Possible steps for ERP
* Omibox navigation.
* Removing features from ERP. I know by experience, harder to do than taking a bullet in the head (have to start from scratch).
* Creating new products requires centralized teams, distributed is too much process overhead like specs without sparks and getting mad.

Saturday, January 10, 2009

Rethinking boundaries

Conversation Léo Apotheker and Andrew McAfee


Global trade at light speed, Industrial speed inside company
* Fragmented architecture, Fragmented company
* Define everything up front, Try hard not to define

Execute ERP, See what happens Web 2.0
* Cloud computing, On-premise computing
* Google Gmail, Microsoft Office

Working in networks, Working standalone
* Communities, Isolation
* Closed source, Open source

Windows, Linux
* Buy now, Buy never
* Software, Services

Friday, January 9, 2009

new business, SaaS adoption

Financial Times: "Desktop computing becomes a wave of the past, the main engine of the technology world is misfiring" 

Observation 
  • Fortunes are shifting from PC to Mobile devices. 
  • Small biz competes on speed and hugging the customer
  • SMB's grow on cash flow profit, and keeping operating costs lowest  
Result 
  • Easy access to secure back office information becomes critical
  • Customer  hugs, at speed of business requires SaaS 
  • A colleagues presentation summarizes adoption patterns, notice young accountants adopt 
Thinking SaaS-DNA, natural law of evolution, young adopt and thrive, others....!  

Thursday, January 8, 2009

20 years in ERP, more door slamming

1988 I joined a UK company expanding in the USA. We were at war with mainframe and mini computer vendors and entrenched programmer administrators. Our 8086 PC fileserver often sat on top of the existing system, with lots of space to spare! 

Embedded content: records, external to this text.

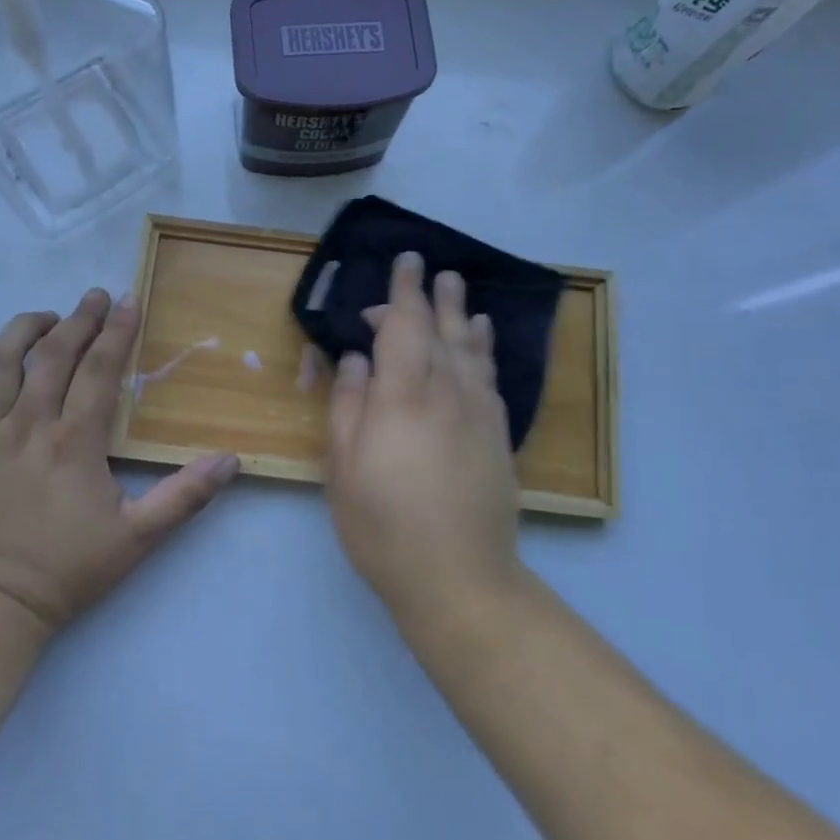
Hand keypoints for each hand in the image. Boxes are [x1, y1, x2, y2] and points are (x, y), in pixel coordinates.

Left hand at [0, 289, 238, 639]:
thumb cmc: (66, 570)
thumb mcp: (137, 538)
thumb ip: (184, 496)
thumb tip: (231, 460)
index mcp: (74, 441)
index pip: (100, 369)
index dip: (117, 330)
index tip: (128, 300)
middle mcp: (28, 425)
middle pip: (52, 354)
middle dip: (78, 318)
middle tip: (94, 296)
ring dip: (23, 330)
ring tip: (46, 317)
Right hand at [325, 253, 522, 624]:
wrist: (458, 576)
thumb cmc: (383, 523)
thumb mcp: (343, 466)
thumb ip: (349, 404)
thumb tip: (357, 359)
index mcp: (402, 394)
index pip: (403, 325)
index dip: (403, 291)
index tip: (406, 263)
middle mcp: (445, 391)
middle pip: (440, 329)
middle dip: (433, 296)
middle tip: (432, 268)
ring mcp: (478, 412)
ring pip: (470, 348)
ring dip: (461, 313)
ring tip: (458, 289)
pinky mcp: (497, 435)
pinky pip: (490, 376)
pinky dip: (484, 349)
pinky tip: (481, 339)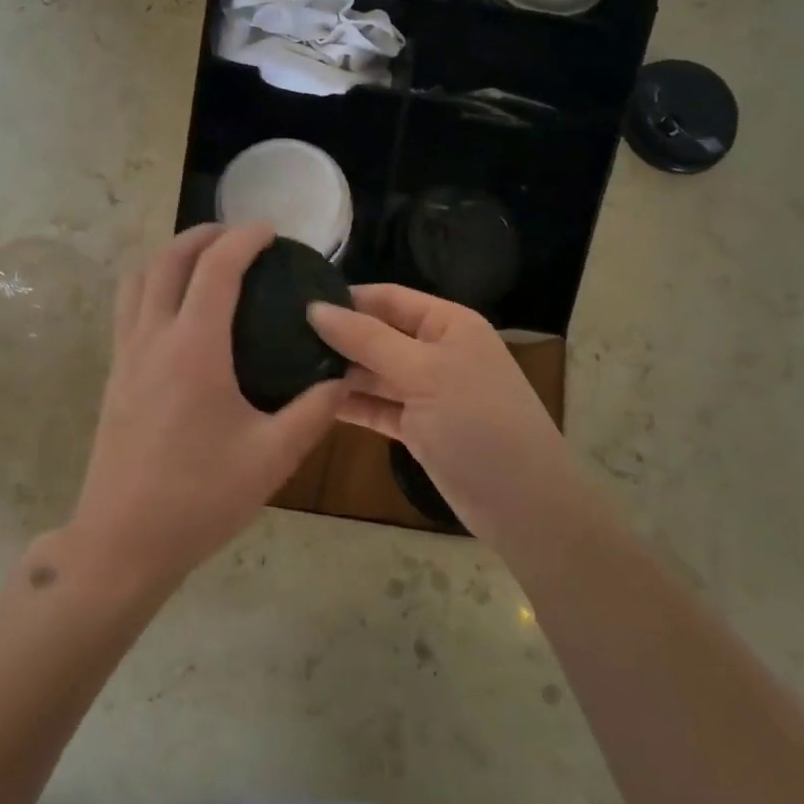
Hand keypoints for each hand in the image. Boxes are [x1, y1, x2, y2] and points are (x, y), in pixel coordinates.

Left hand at [66, 224, 344, 595]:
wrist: (123, 541)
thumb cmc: (200, 497)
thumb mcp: (272, 457)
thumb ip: (313, 411)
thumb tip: (343, 378)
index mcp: (193, 349)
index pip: (216, 268)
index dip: (244, 239)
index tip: (270, 232)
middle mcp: (153, 338)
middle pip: (168, 259)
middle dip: (204, 235)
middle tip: (239, 237)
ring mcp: (126, 355)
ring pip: (138, 279)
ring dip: (171, 256)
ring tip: (204, 263)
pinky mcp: (114, 375)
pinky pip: (128, 308)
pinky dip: (152, 285)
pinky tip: (178, 312)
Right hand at [308, 285, 580, 556]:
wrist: (524, 506)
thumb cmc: (478, 424)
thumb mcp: (423, 373)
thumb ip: (367, 339)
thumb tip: (314, 307)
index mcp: (447, 324)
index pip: (387, 298)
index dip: (345, 298)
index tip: (294, 303)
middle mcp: (436, 351)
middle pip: (377, 333)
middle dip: (337, 337)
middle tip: (279, 338)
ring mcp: (427, 391)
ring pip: (374, 372)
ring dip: (338, 372)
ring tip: (285, 367)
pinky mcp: (417, 427)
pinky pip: (376, 406)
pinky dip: (349, 404)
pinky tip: (310, 401)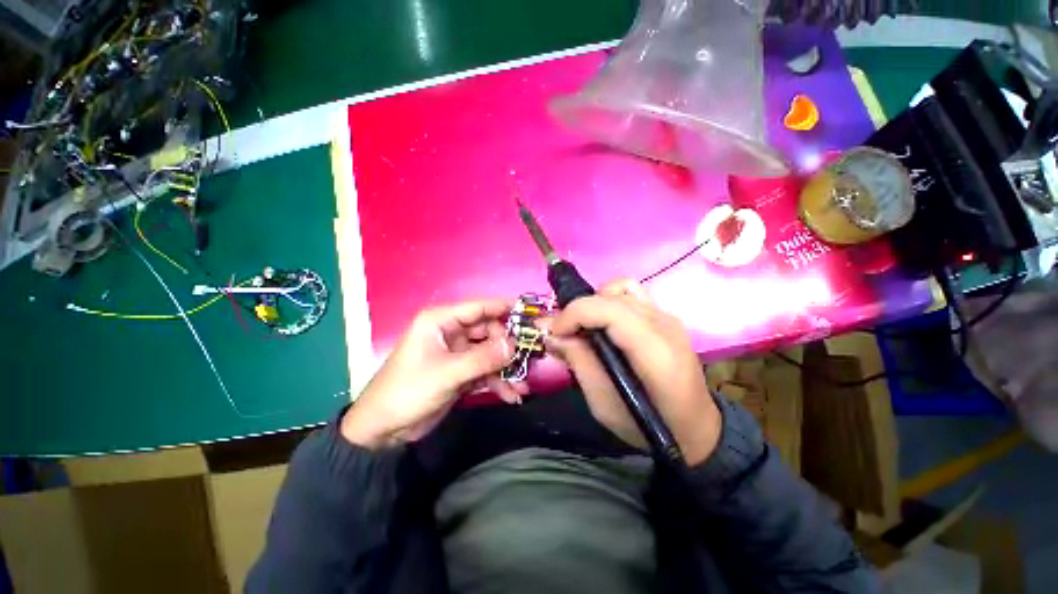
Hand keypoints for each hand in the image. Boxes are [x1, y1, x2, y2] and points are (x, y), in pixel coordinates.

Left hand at [340, 299, 526, 448]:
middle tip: (527, 358)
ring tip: (523, 384)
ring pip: (489, 353)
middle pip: (488, 331)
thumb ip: (483, 358)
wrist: (383, 430)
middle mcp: (451, 333)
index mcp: (441, 321)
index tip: (529, 312)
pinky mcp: (460, 373)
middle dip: (507, 346)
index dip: (504, 307)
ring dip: (506, 368)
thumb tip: (514, 345)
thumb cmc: (408, 391)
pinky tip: (511, 395)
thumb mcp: (447, 373)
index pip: (478, 307)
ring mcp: (457, 354)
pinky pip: (485, 371)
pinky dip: (498, 382)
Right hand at [546, 280, 720, 464]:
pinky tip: (602, 322)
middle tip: (561, 333)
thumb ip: (579, 363)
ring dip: (593, 303)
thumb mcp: (604, 404)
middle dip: (578, 310)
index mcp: (655, 352)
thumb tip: (552, 336)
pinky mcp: (663, 316)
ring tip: (583, 327)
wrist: (695, 427)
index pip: (610, 311)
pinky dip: (608, 299)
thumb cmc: (648, 426)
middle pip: (612, 297)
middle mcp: (664, 324)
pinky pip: (630, 293)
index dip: (575, 314)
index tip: (554, 333)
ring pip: (620, 288)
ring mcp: (666, 316)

The applications broadened from point solutions into multi-module systems often named MRP systems. MRP evolved into ERP (where standalone accounting seamlessly joined operations and logistics), CRM came with the Internet. Y2K passed and the dot-com bubble burst. Innovation switched to consolidation, apparently customers were satisfied, like they were when they had mainframe and mini-computers.  

But the cravings for productivity hadn't stopped.  New mutant systems emerged in the Web 2.0 consumer Internet space. The iPhone liberated people from there office and PC. 

This 2.0 wave of innovation started gradually infusing itself into businesses, just like the PC "crept" into business via spreadsheet applications, eventually replacing the mini's.  I remember a pissed of IT administrator slamming a door in my face. We'd just replaced his IBM system 36. Soon, more door-slamming!